Sunday, May 15, 2022

Defense

On Monday afternoon, I headed to the University of Utah to fulfill my final official act as a grad student: defend my portfolio.

The University of Utah doesn't require a thesis for MS students (which was me) or for US History MA students (I was also US History). As one professor explained it, students were taking too long to graduate because they were finishing their thesis, and since the thesis took too long, they lacked writing samples as they applied to PhD programs. 

Instead, we have to submit a portfolio, which consists of two annotated syllabi, an annotated bibliography, and at least one research paper. So for me, my portfolio included:

  • A syllabus of American history since Reconstruction, as though I were teaching a college class. Basically everyone has to make a syllabus on American history through the Civil War or after the Civil War. I'm more familiar with after the Civil War, so that's what I picked.
  • A syllabus about This Is the Place Heritage Park. The second syllabus allowed more flexibility, especially since I don't plan to go into teaching, so my syllabus was meant for employees of This Is the Place but was structured like a college class. It had different topics connected to all the village's sites, with lots of relevant books and articles.
  • An annotated bibliography, which is basically a description of all the books I read during grad school.
  • A research paper from my first semester, which was about This Is the Place Monument and how it omitted important historical people of color, specifically Green Flake and Wakara, and the ways those people were remembered in the past.
  • A research paper from last semester. I compared a thinly veiled anti-Mormon speech by Utah's governor, Eli Murray, on the Fourth of July with a speech that Emmeline Wells wrote for the Twenty-Fourth about the contributions of Mormon women—but she did not read her own speech, because it was somewhat taboo in those days for women to speak to mixed audiences.
So at 1:00, I showed up at the room in the Carolyn Tanner Irish Humanities Building for my defense. I walked in the room and the three members of my committee were sitting at a table, facing another table where I sat. I had had two classes from one professor, one class from another, and no classes from the third.

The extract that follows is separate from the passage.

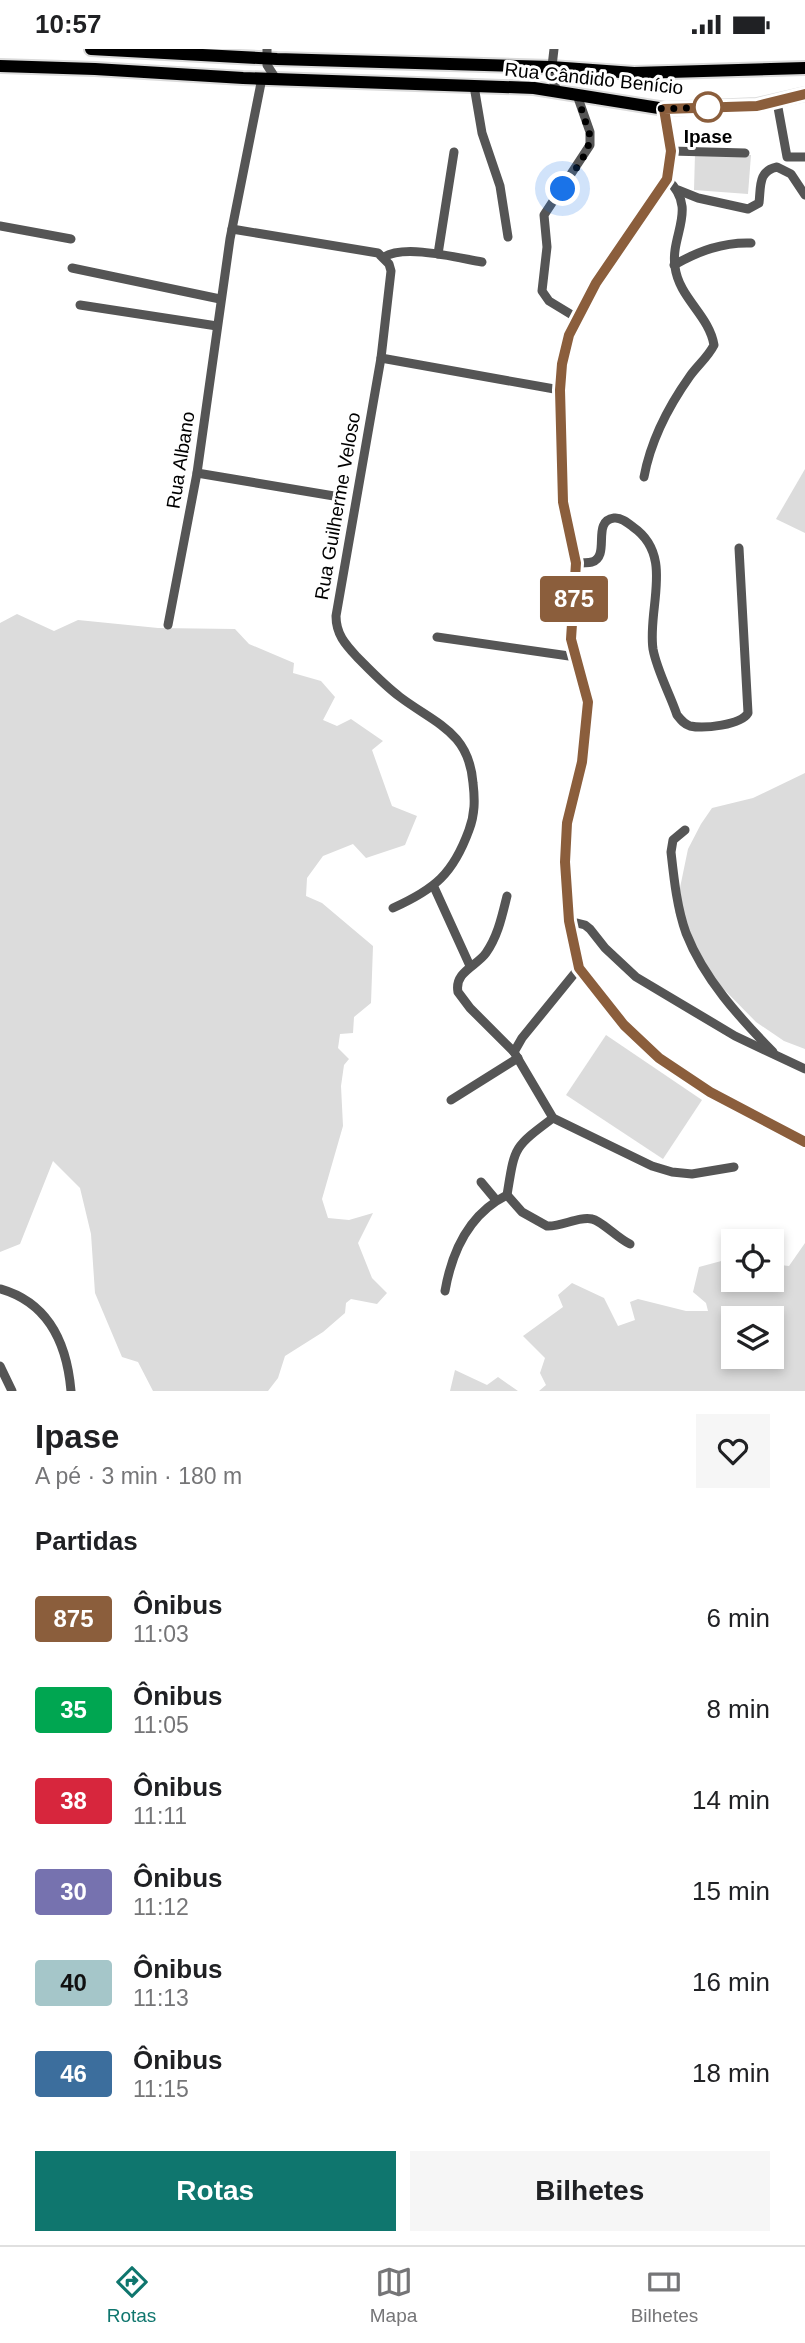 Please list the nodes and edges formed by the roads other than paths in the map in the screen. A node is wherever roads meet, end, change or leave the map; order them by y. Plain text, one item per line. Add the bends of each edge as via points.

They complimented me on elements of my portfolio, such as the length of my bibliography. They asked me some questions that were easy to answer. I was able to explain to them my academic interest in Pioneer Day and other holidays (I had three books about Thanksgiving in my bibliography), and I told them how history was my worst subject in high school and college. But they also asked some questions for which I did not have a good answer. For example, in my US history syllabus, I devoted a lot of time to the late nineteenth and early twentieth centuries, discussing labor unions, suffrage, preservation and conservation, immigration, and Native Americans. They asked me why I devoted so much time to one time. And honestly, I didn't really know why I felt a need to do that. I hadn't even considered that I had done so. For my discussion about monuments, they asked what was going on elsewhere in the nation. A lot of the questions were about the bigger context. And I simply didn't know what to say. I remember thinking, "Oof, this is not going well at all." One of the professors (the one I never had a class from) seemed to function as Simon Cowell on my committee—I felt as though she was deliberately asking me difficult questions. And the committee wasn't satisfied when I honestly told them "I don't know."

They sent me into the lobby while they deliberated. I was sitting there for about twenty minutes, which gave me plenty of time to think about my social awkwardness and my less-than-satisfactory answers. I thought it was unlikely that they would withhold my degree just because my defense wasn't going well, especially since I had devoted so much time to the portfolio (not to mention all my classes). But I did wonder why it was taking so long. I began to wonder what would happen if I didn't pass? Would I have to take classes again in the fall? I did have to remind myself that it is easier to point out the shortcomings of a book than it is to praise its strengths. (Two years of grad school, and ten years of editing, taught me that.) So while they had lots of questions where I could have done better, that didn't mean the whole thing was bad.

They invited me back in and told me that I passed. Phew! They told me my Pioneer Day project sounds interesting, and they encouraged me to look for bigger context. Noted. And the difficult professor even invited me to follow her to her office so she could give me a book about holidays—it was written by her friend (and even was personally autographed), but she was trying to get rid of books. And this book was already on my Amazon wish list. So that was very generous!

So after my defense, I went to the university store to buy a University of Utah t-shirt (I thought I should have one now that I had a degree from there). And I've kind of been in a low-key celebration mode since then, being pretty relaxed about eating treats and other things. 

It's so nice to be done. I feel a level of freedom I haven't felt in a while, since I no longer have assignments to worry about. And I have a satisfying feeling of closure about my schooling experience.